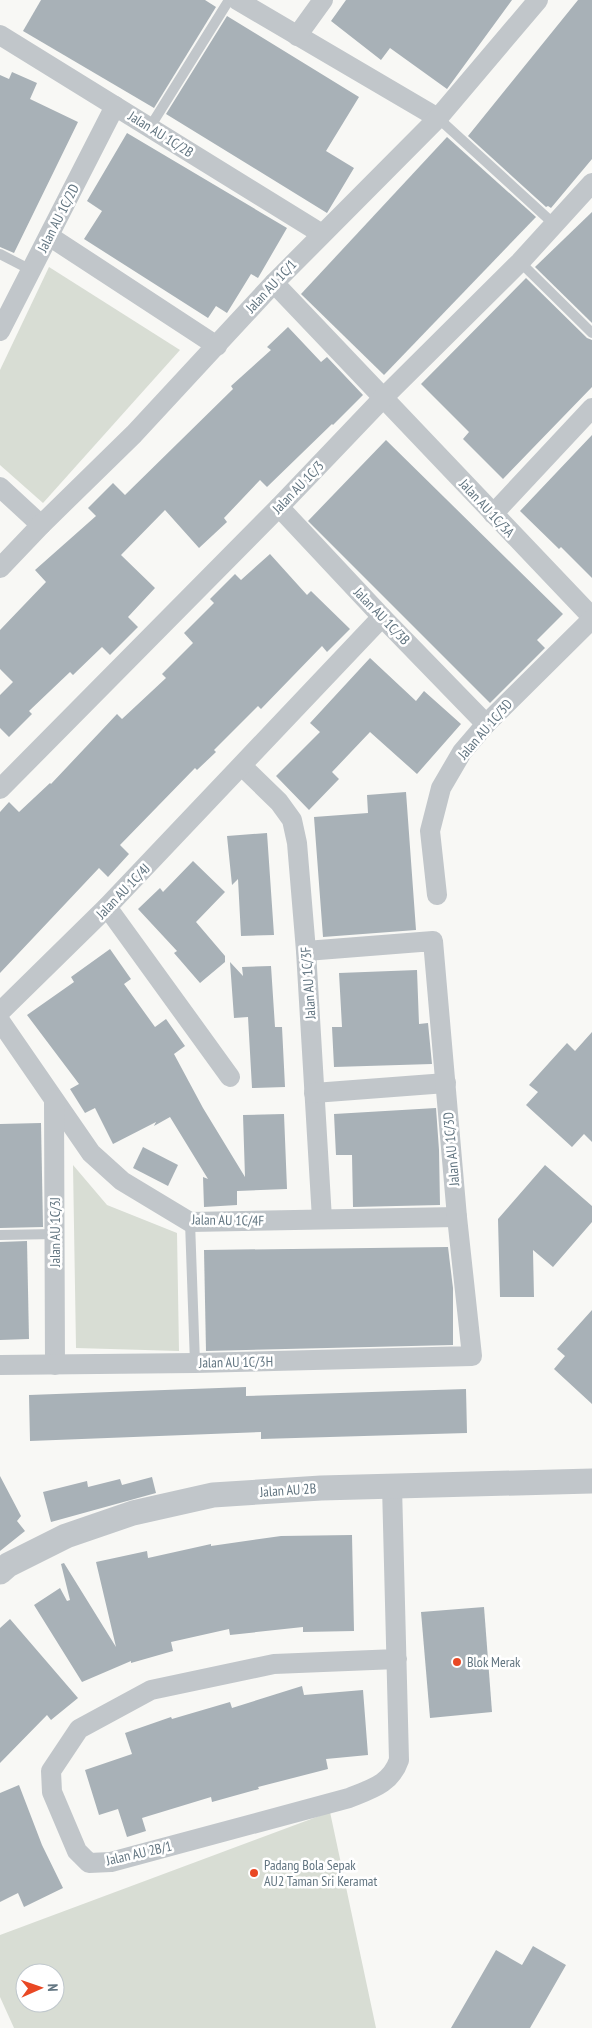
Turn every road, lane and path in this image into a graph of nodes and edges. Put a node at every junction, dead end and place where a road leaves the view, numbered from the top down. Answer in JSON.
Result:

+++++

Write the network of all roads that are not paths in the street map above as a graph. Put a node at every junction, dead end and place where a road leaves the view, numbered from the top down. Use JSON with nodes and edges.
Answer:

+++++

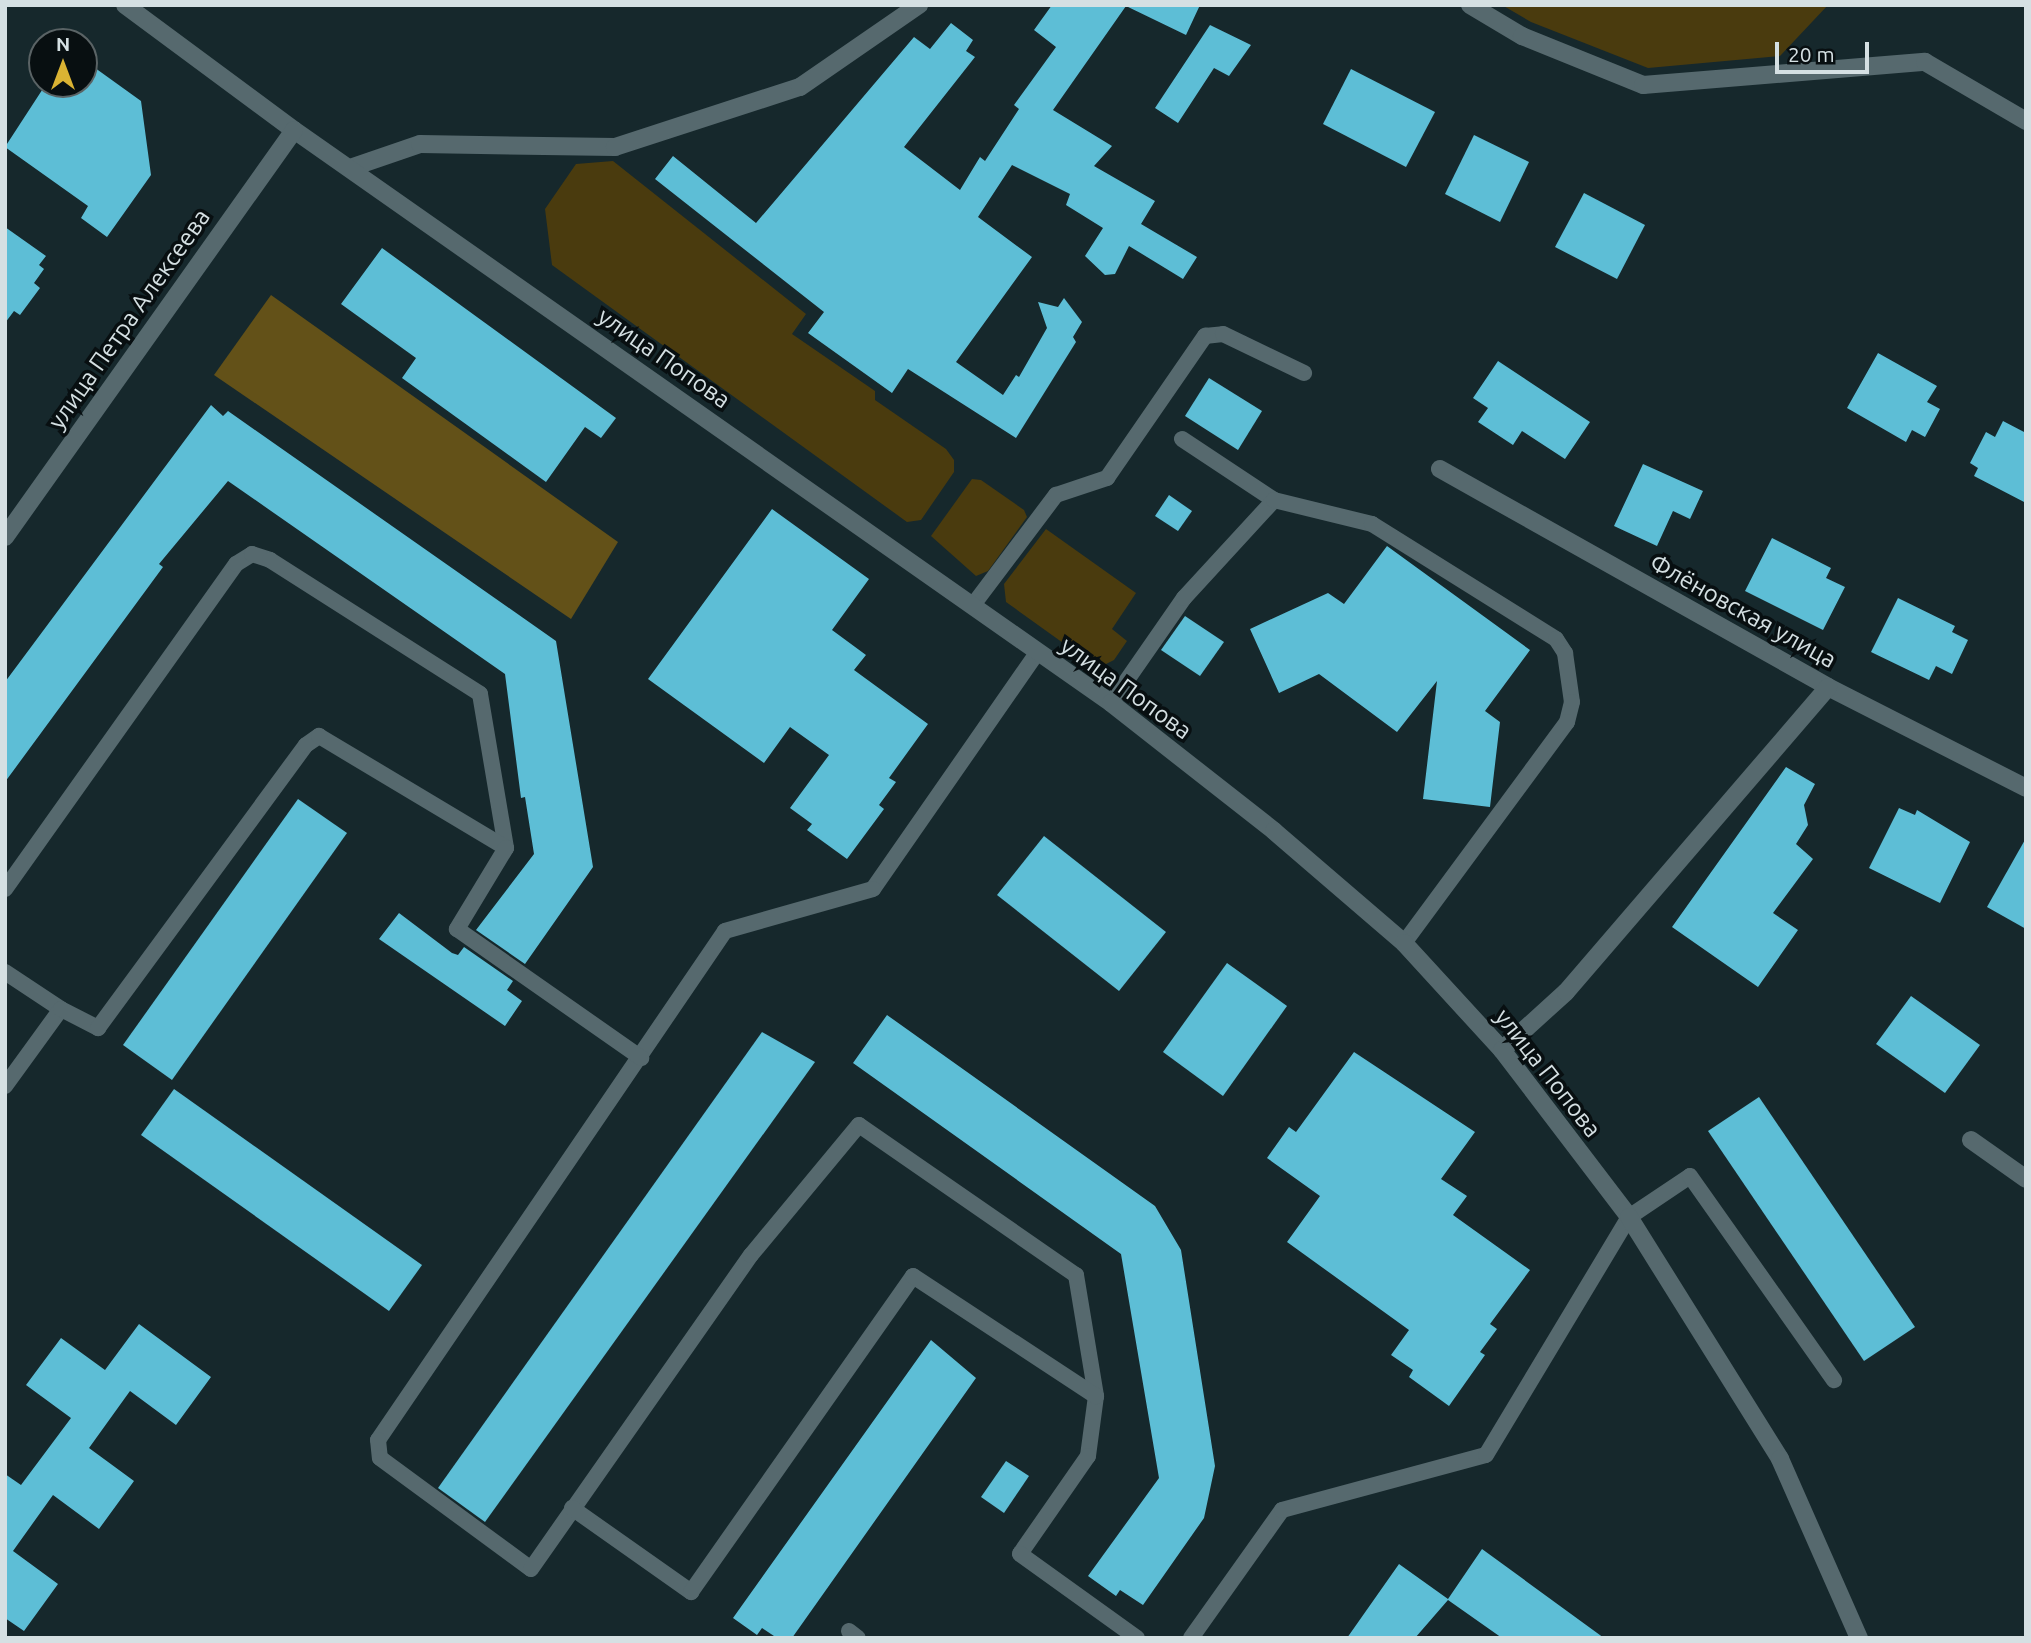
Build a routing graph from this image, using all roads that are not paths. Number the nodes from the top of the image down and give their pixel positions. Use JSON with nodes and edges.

+++++

» EXERCISE DESCRIPTION:
From the listing above, pick out every line containing "that".

» SOLUTION TO THIS PROBLEM:
Write the network of all roads that are not paths in the street map above as a graph. Put a node at every junction, dead end and place where a road leaves the view, numbered from the top down. Use JSON with nodes and edges.
Build a routing graph from this image, using all roads that are not paths. Number the nodes from the top of the image down and give their pixel positions. Use JSON with nodes and edges.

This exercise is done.